When elections don’t go exactly as expected, everyone is quick to point fingers at pollsters for getting it wrong. And no one takes more heat than FiveThirtyEight founder Nate Silver.
During a punchy episode of FiveThirtyEight’s now daily politics podcast on Wednesday, Silver pushed back forcefully on anyone out there accusing him or his website of getting the 2020 election wrong by predicting that Joe Biden had a 90 percent chance to win what has ended up being a nail-biter of a race.

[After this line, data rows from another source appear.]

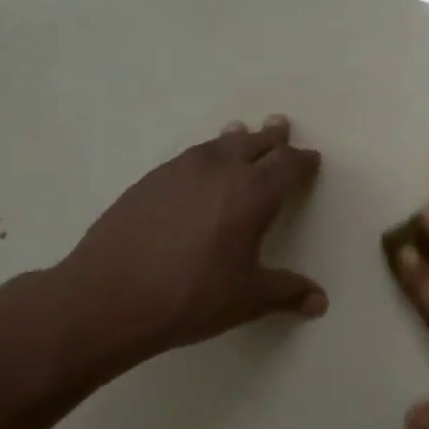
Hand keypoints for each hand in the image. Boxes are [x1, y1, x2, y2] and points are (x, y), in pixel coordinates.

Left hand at [49, 116, 324, 379]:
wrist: (107, 297)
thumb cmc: (191, 297)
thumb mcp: (247, 299)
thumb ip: (287, 293)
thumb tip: (321, 302)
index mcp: (252, 194)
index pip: (287, 165)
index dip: (302, 161)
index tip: (311, 159)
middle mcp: (219, 172)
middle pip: (253, 143)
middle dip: (271, 137)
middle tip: (280, 126)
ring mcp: (179, 172)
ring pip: (217, 144)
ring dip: (236, 138)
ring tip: (241, 132)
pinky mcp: (148, 181)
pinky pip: (188, 156)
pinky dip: (204, 154)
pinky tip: (199, 166)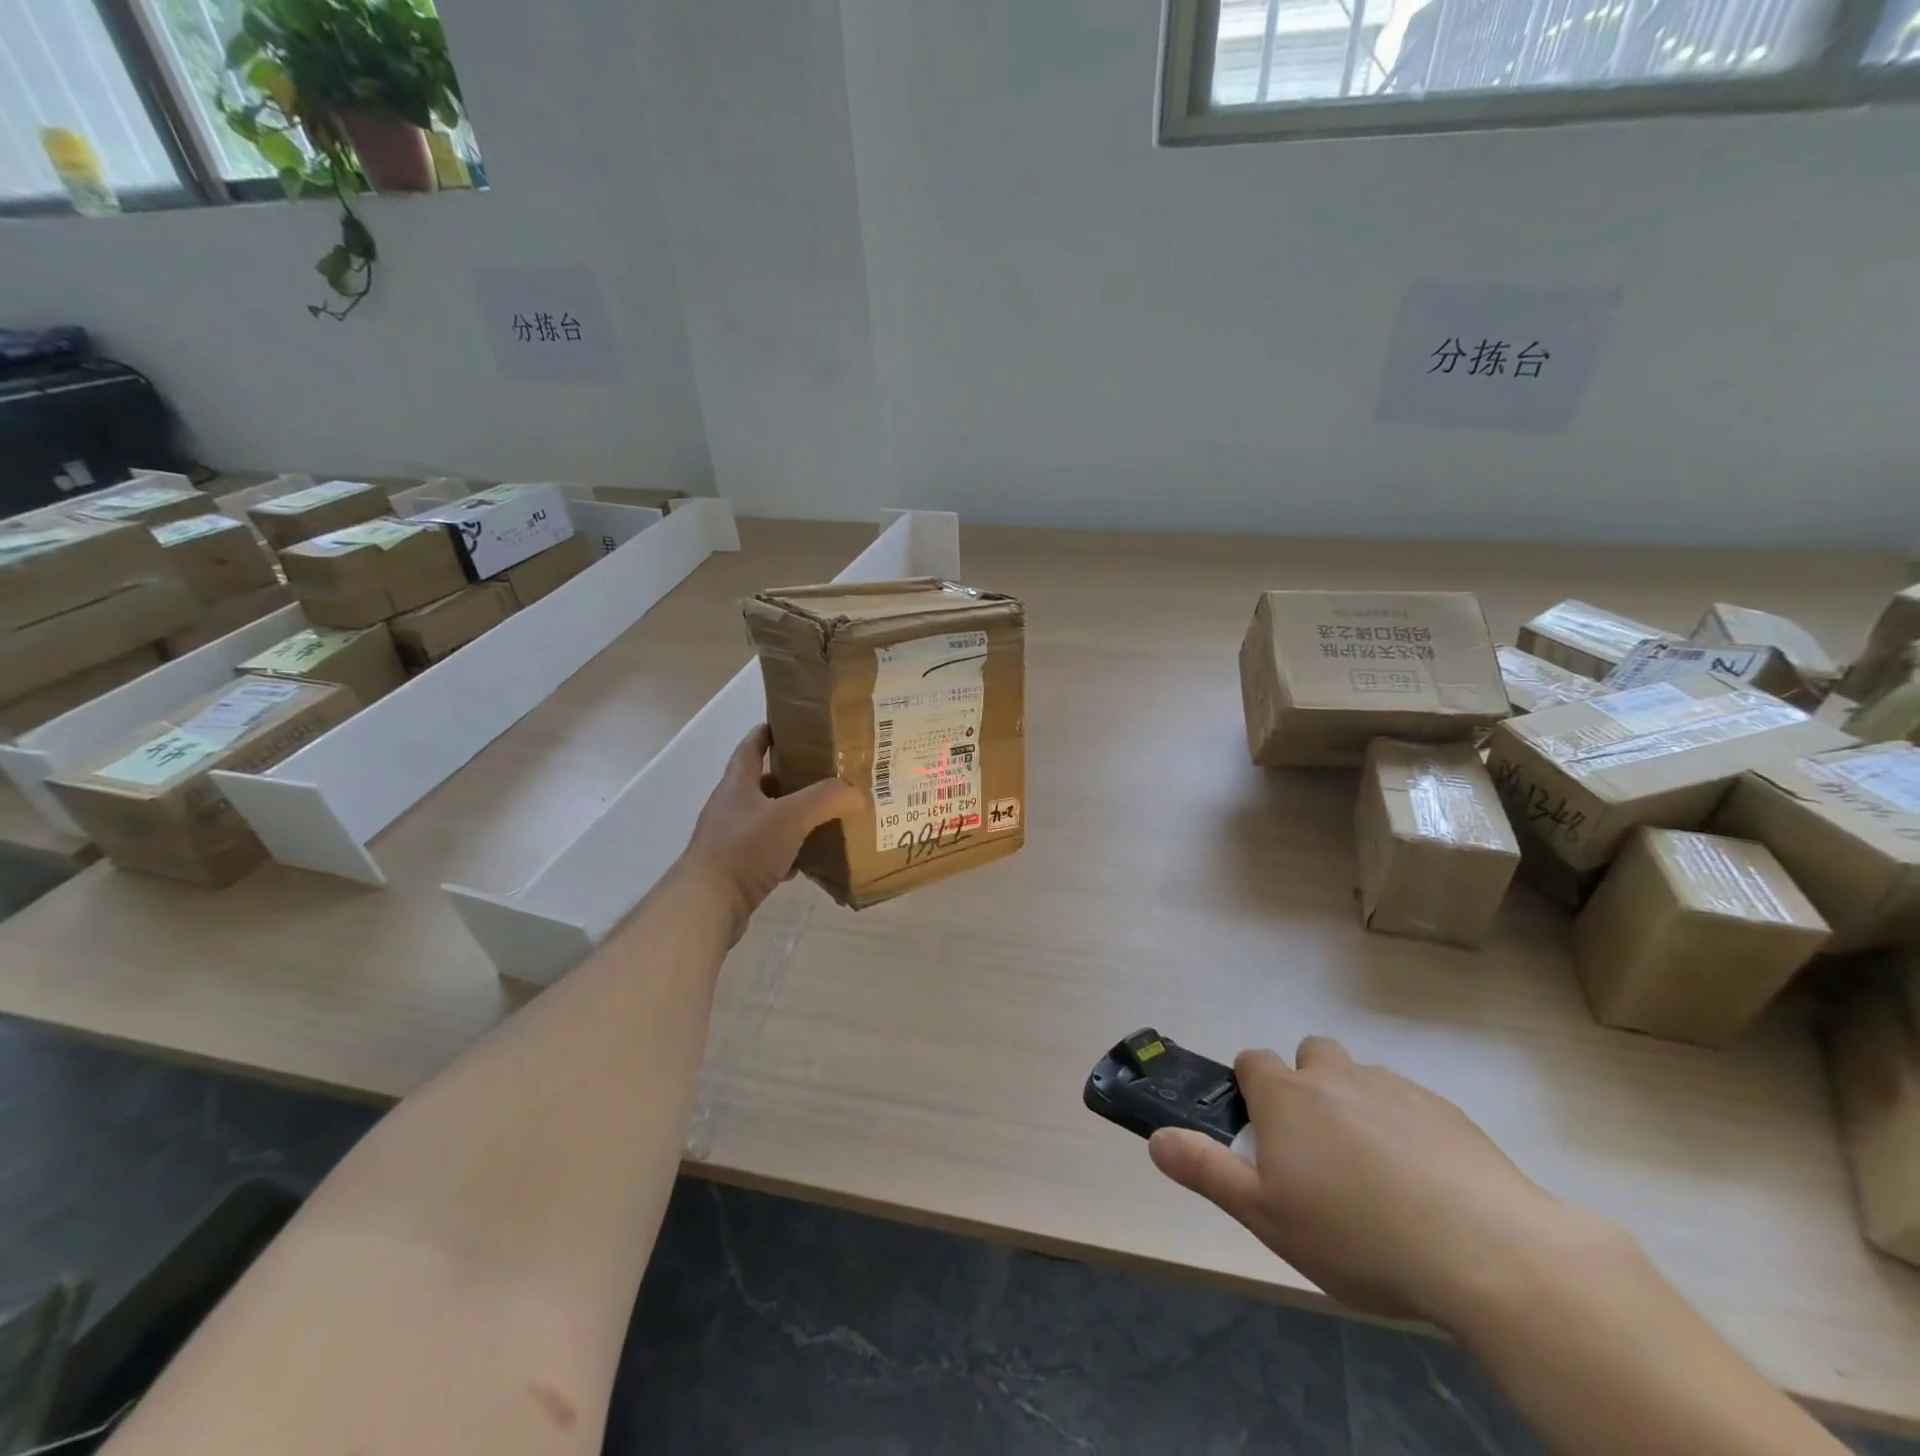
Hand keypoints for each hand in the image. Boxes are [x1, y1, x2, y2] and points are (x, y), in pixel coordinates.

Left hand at [678, 725, 864, 940]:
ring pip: (769, 820)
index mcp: (737, 784)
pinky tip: (809, 858)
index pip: (752, 746)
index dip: (770, 731)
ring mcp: (731, 840)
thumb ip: (827, 799)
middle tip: (828, 774)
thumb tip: (859, 795)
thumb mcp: (790, 816)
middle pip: (764, 784)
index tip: (796, 724)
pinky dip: (789, 852)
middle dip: (794, 777)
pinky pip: (769, 853)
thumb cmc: (744, 849)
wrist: (707, 906)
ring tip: (827, 815)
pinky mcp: (736, 869)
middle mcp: (731, 808)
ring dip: (794, 817)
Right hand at [1149, 1036, 1606, 1327]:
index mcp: (1287, 1095)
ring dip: (1356, 1105)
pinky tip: (1424, 1183)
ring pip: (1360, 1078)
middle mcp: (1335, 1075)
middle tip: (1319, 1151)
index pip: (1252, 1062)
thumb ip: (1206, 1170)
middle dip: (1307, 1087)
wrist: (1486, 1250)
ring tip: (1375, 1173)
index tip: (1263, 1135)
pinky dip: (1406, 1128)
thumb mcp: (1265, 1215)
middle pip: (1309, 1056)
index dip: (1251, 1090)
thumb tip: (1155, 1138)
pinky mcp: (1446, 1111)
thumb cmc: (1356, 1233)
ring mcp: (1394, 1087)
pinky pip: (1409, 1104)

“I do want to ask about polling, because I think I would be virtually decapitated on Twitter if I didn’t get into this,” podcast moderator Galen Druke said about 20 minutes into the group’s discussion, raising the significant polling errors in states like Florida and Wisconsin. “The pitchforks are already coming for the pollsters and the prognosticators,” Druke said, asking his boss to address the “rage” that has been directed his way over the past 24 hours.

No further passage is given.